Please copy each line of the records below that holds the word "Clarewood".

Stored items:
......
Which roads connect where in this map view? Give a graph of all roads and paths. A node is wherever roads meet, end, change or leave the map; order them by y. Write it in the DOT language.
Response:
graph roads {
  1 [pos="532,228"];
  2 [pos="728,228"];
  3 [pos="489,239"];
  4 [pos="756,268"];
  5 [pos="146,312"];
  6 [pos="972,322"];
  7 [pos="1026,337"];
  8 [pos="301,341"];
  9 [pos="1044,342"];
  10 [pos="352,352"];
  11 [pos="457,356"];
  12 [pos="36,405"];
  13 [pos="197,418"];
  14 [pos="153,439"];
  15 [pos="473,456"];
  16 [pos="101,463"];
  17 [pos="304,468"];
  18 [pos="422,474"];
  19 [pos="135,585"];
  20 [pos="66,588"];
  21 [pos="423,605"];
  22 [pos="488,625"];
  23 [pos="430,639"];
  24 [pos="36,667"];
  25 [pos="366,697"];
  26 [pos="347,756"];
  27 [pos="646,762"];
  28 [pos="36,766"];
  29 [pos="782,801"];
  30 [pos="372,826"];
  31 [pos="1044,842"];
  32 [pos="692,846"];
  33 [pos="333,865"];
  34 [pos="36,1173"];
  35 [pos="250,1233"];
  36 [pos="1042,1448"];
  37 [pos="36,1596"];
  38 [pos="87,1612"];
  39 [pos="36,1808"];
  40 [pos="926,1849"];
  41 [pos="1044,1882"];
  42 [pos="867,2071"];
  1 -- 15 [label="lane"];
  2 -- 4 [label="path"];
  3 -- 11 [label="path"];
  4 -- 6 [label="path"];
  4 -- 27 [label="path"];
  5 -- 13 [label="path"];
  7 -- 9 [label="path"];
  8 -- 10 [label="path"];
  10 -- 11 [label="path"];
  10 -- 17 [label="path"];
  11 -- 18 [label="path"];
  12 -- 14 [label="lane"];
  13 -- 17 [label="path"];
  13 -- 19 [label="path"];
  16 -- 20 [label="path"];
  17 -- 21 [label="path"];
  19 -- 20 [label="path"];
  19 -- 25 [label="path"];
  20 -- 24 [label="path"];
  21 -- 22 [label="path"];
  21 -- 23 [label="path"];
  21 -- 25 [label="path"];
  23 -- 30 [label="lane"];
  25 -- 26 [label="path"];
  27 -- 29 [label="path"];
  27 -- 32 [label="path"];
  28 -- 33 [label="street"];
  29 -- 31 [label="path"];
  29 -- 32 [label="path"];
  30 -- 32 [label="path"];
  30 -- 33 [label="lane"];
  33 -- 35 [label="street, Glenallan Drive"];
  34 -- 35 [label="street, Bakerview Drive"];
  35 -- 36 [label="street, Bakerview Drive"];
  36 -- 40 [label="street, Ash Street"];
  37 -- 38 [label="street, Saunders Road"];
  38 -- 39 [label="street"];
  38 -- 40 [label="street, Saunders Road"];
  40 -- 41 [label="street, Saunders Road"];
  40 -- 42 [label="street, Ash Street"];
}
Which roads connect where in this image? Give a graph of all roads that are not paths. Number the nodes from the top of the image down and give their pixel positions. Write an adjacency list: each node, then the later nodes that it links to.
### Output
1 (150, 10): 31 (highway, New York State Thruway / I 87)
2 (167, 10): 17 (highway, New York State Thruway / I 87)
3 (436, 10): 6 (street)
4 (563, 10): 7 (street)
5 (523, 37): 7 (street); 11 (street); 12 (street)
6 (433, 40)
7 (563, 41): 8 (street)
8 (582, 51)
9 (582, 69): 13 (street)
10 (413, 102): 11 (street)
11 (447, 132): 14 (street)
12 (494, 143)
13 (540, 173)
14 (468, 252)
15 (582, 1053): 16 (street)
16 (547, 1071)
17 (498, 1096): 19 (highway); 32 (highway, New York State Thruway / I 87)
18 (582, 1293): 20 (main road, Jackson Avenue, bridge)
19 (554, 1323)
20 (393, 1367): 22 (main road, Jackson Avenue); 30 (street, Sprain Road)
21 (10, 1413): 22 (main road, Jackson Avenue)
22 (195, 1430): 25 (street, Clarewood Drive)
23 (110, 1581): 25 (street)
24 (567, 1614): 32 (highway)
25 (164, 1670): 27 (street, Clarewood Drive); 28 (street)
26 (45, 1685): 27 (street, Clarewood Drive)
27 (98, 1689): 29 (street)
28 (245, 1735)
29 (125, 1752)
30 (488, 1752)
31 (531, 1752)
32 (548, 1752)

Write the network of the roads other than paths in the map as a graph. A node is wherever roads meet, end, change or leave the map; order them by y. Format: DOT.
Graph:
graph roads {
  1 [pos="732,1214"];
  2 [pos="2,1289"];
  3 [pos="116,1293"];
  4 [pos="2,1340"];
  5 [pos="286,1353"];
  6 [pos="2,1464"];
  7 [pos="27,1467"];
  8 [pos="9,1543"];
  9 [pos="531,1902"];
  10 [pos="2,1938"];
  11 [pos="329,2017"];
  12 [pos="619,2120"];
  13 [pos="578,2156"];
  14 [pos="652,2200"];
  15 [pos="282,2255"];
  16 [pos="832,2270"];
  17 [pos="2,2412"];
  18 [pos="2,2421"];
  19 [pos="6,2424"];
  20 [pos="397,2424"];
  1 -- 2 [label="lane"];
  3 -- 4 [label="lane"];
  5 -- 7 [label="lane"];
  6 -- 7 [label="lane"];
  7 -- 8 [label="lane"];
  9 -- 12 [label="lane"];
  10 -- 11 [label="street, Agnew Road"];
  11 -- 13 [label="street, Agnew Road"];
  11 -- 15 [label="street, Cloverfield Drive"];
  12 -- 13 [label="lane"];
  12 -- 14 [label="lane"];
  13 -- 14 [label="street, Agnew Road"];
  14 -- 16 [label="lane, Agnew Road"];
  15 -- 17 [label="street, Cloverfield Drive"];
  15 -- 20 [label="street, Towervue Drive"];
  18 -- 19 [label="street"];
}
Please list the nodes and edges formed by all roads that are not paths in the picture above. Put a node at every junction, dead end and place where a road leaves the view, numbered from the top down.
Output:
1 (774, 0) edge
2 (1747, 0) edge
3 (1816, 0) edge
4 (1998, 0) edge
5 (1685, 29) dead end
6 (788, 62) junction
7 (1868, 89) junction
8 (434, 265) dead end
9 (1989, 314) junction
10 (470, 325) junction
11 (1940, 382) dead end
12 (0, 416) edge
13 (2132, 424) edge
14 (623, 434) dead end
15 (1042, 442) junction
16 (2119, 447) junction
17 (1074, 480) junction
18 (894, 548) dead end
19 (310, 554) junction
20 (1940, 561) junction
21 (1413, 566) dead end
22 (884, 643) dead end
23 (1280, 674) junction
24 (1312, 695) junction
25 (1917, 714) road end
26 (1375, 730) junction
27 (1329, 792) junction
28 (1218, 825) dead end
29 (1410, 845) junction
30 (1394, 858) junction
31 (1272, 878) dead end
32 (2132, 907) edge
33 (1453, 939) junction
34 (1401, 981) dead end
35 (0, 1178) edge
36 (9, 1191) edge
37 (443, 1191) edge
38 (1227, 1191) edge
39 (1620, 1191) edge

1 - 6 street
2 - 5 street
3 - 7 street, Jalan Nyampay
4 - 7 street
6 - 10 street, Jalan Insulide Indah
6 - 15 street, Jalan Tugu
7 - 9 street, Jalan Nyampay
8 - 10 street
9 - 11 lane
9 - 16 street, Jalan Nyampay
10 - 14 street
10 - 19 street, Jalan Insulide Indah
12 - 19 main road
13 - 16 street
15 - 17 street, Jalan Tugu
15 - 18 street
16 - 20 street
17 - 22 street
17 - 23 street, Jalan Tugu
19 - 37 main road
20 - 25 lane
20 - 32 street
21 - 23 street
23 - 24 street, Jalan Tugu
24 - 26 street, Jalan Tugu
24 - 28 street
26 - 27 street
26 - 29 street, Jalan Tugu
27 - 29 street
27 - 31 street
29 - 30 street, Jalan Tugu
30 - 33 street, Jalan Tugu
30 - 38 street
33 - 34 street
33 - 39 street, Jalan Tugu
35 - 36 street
......
> THE ANSWER
22 (195, 1430): 25 (street, Clarewood Drive)
25 (164, 1670): 27 (street, Clarewood Drive); 28 (street)
26 (45, 1685): 27 (street, Clarewood Drive)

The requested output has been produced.